If you had read more closely, that case was covered by the standard mission policy of caring for people's children while they were working during the week, as I pointed out earlier on this thread.

Yes, it was silly of me to ask for a name - obviously, I meant to ask for a case of improper removal. Dr. Raines couldn't give me one.

Squeers,

Hey, that was MY point, your reliance on ideology not evidence :)

Innuendo ? No, I'll say it straight out: I don't have evidence of a 'stolen generation', not in ten thousand pages of transcriptions. What's YOUR evidence ? With respect, I suggest nothing but ideology and stance. not a shred of evidence.
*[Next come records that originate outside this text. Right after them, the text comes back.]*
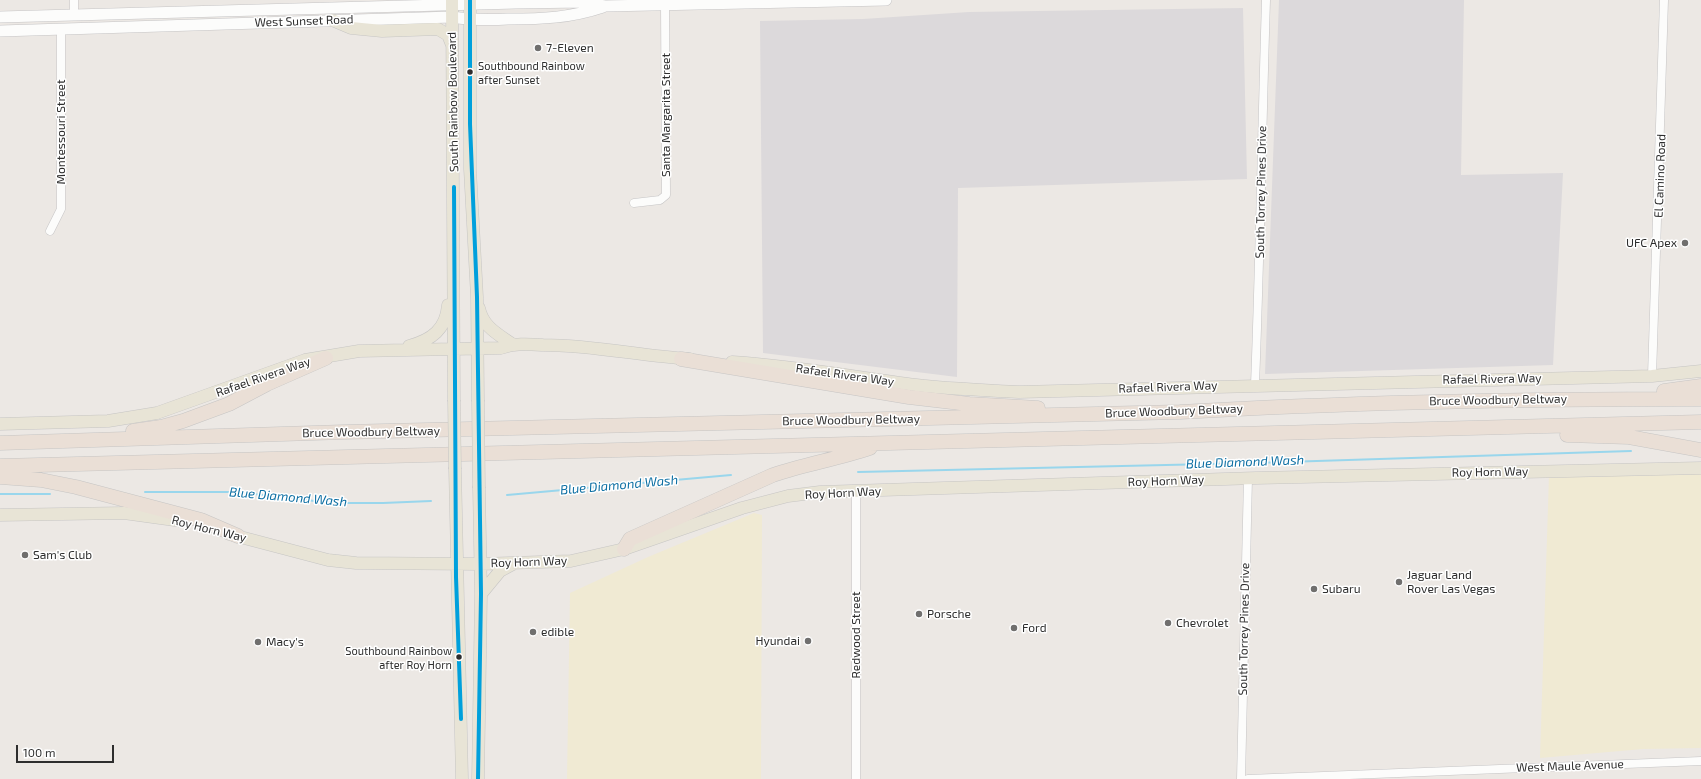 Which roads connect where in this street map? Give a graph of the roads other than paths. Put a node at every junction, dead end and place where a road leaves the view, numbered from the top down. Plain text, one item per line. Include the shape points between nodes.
1 (74, 0) edge
2 (886, 0) edge
3 (1266, 0) edge
4 (1664, 0) edge
5 (470, 2) edge
6 (665, 2) edge
7 (605, 6) junction
8 (452, 7) edge
9 (213, 12) junction
10 (332, 14) junction
11 (74, 15) junction
12 (14, 17) junction
13 (0, 18) edge
14 (470, 20) junction
15 (213, 24) junction
16 (61, 29) junction
17 (0, 31) edge
18 (14, 31) junction
19 (453, 46) junction
20 (634, 203) dead end
21 (454, 230) junction
22 (50, 232) dead end
23 (477, 298) junction
24 (512, 344) junction
25 (478, 348) junction
26 (454, 349) junction
27 (393, 350) junction
28 (326, 358) junction
29 (681, 359) junction
30 (1701, 370) edge
31 (1652, 376) junction
32 (1255, 385) junction
33 (1701, 386) edge
34 (1578, 398) junction
35 (1701, 399) edge
36 (1072, 415) junction
37 (1701, 422) edge
38 (0, 424) edge
39 (1444, 428) junction
40 (15, 442) junction
41 (0, 443) edge
42 (884, 443) junction
43 (1701, 450) edge
44 (0, 466) edge
45 (1701, 468) edge
46 (0, 477) edge
47 (1248, 478) junction
48 (856, 491) junction
49 (0, 516) edge
50 (238, 536) junction
51 (624, 549) junction
52 (456, 564) junction
53 (480, 564) junction
54 (515, 564) junction
55 (481, 594) junction
56 (1701, 761) edge
57 (462, 773) edge
58 (465, 779) edge
59 (478, 779) edge
60 (856, 779) edge
61 (1241, 779) edge
62 (1248, 779) edge

1 - 11 street
2 - 6 main road, West Sunset Road
3 - 32 street, South Torrey Pines Drive
4 - 31 street, El Camino Road
5 - 7 main road, West Sunset Road via 582,2
5 - 8 main road, West Sunset Road
5 - 14 main road, South Rainbow Boulevard
6 - 7 main road, West Sunset Road
6 - 20 street, Santa Margarita Street via 666,195 660,200
7 - 14 main road, West Sunset Road via 579,15 550,19
8 - 10 main road, West Sunset Road
8 - 14 main road, West Sunset Road
8 - 19 main road, South Rainbow Boulevard
9 - 10 main road, West Sunset Road
9 - 11 main road, West Sunset Road
9 - 15 main road
10 - 15 main road, West Sunset Road
10 - 19 main road via 351,28 382,31 438,29 448,35
11 - 12 main road, West Sunset Road
12 - 13 main road, West Sunset Road
12 - 18 main road
14 - 23 main road, South Rainbow Boulevard via 470,169
15 - 16 main road, West Sunset Road
16 - 18 main road, West Sunset Road
16 - 22 street, Montessouri Street via 61,209
17 - 18 main road, West Sunset Road
19 - 21 main road, South Rainbow Boulevard
21 - 26 main road, South Rainbow Boulevard
21 - 27 main road via 448,258 446,319 432,337 418,344
23 - 24 main road via 480,314 487,324
23 - 25 main road, South Rainbow Boulevard
24 - 25 main road, Rafael Rivera Way via 500,348
24 - 29 main road, Rafael Rivera Way via 575,346
25 - 26 main road, Rafael Rivera Way
25 - 53 main road, South Rainbow Boulevard, bridge
26 - 27 main road, Rafael Rivera Way
26 - 52 main road, South Rainbow Boulevard, bridge
27 - 28 main road, Rafael Rivera Way via 359,351
28 - 38 main road, Rafael Rivera Way via 305,360 158,414 108,421
28 - 40 highway via 229,404 161,427 113,433 44,436
29 - 32 main road, Rafael Rivera Way via 762,364 917,385 1012,392
29 - 36 highway via 909,397 969,404 1047,408
30 - 31 main road, Rafael Rivera Way
31 - 32 main road, Rafael Rivera Way
33 - 34 highway
34 - 35 highway, Bruce Woodbury Beltway
34 - 36 highway, Bruce Woodbury Beltway
36 - 40 highway, Bruce Woodbury Beltway
37 - 39 highway, Bruce Woodbury Beltway
39 - 42 highway, Bruce Woodbury Beltway
39 - 43 highway via 1478,437 1628,437
40 - 41 highway, Bruce Woodbury Beltway
42 - 44 highway, Bruce Woodbury Beltway
42 - 51 highway via 773,475 630,539
45 - 47 main road, Roy Horn Way
46 - 50 highway via 76,486 201,520
47 - 48 main road, Roy Horn Way
47 - 61 street, South Torrey Pines Drive
48 - 51 main road, Roy Horn Way via 788,496 742,508
48 - 60 street, Redwood Street
49 - 50 main road, Roy Horn Way via 139,514 176,520
50 - 52 main road, Roy Horn Way via 328,560 379,564
51 - 54 main road, Roy Horn Way via 571,561
52 - 53 main road, Roy Horn Way
52 - 57 main road, South Rainbow Boulevard
53 - 54 main road, Roy Horn Way
53 - 55 main road, South Rainbow Boulevard
54 - 55 main road via 500,571
55 - 59 main road, South Rainbow Boulevard
56 - 62 street, West Maule Avenue
57 - 58 main road, South Rainbow Boulevard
As for a hunter-gatherer ethic, yes, I'm trying to work that one through - there certainly was an immensely powerful hunter-gatherer ethic in the early days, confronting an agricultural/early industrial ethic. To a very slight extent, they may have overlapped, insofar as many Aboriginal people were able to take advantage of opportunities provided by the ag/ind ethic. And of course, many young children quickly were able, and flexible enough, to operate in both types of society. Of course, there are very few, if any, Aboriginal people who are embedded in this sort of society. If any.

Fundamentally, and very briefly, a hunter-gatherer ethic operates in an environment of boom and bust, of either gorging or starving depending whether resources are available or not, of non-accumulation, and with an epistemology founded on magic and ritual. Hence the reliance on family or clan, as against other families and clans, and certainly against other groups, and the submergence of the individual in the family.

An ag/ind ethic operates in an environment of acquisitiveness, of striving to accumulate, store, and capitalise on that accumulation, and to exploit the labour of others where possible, to this end. Hence the need to privatise property and effort, and the drive towards individualisation.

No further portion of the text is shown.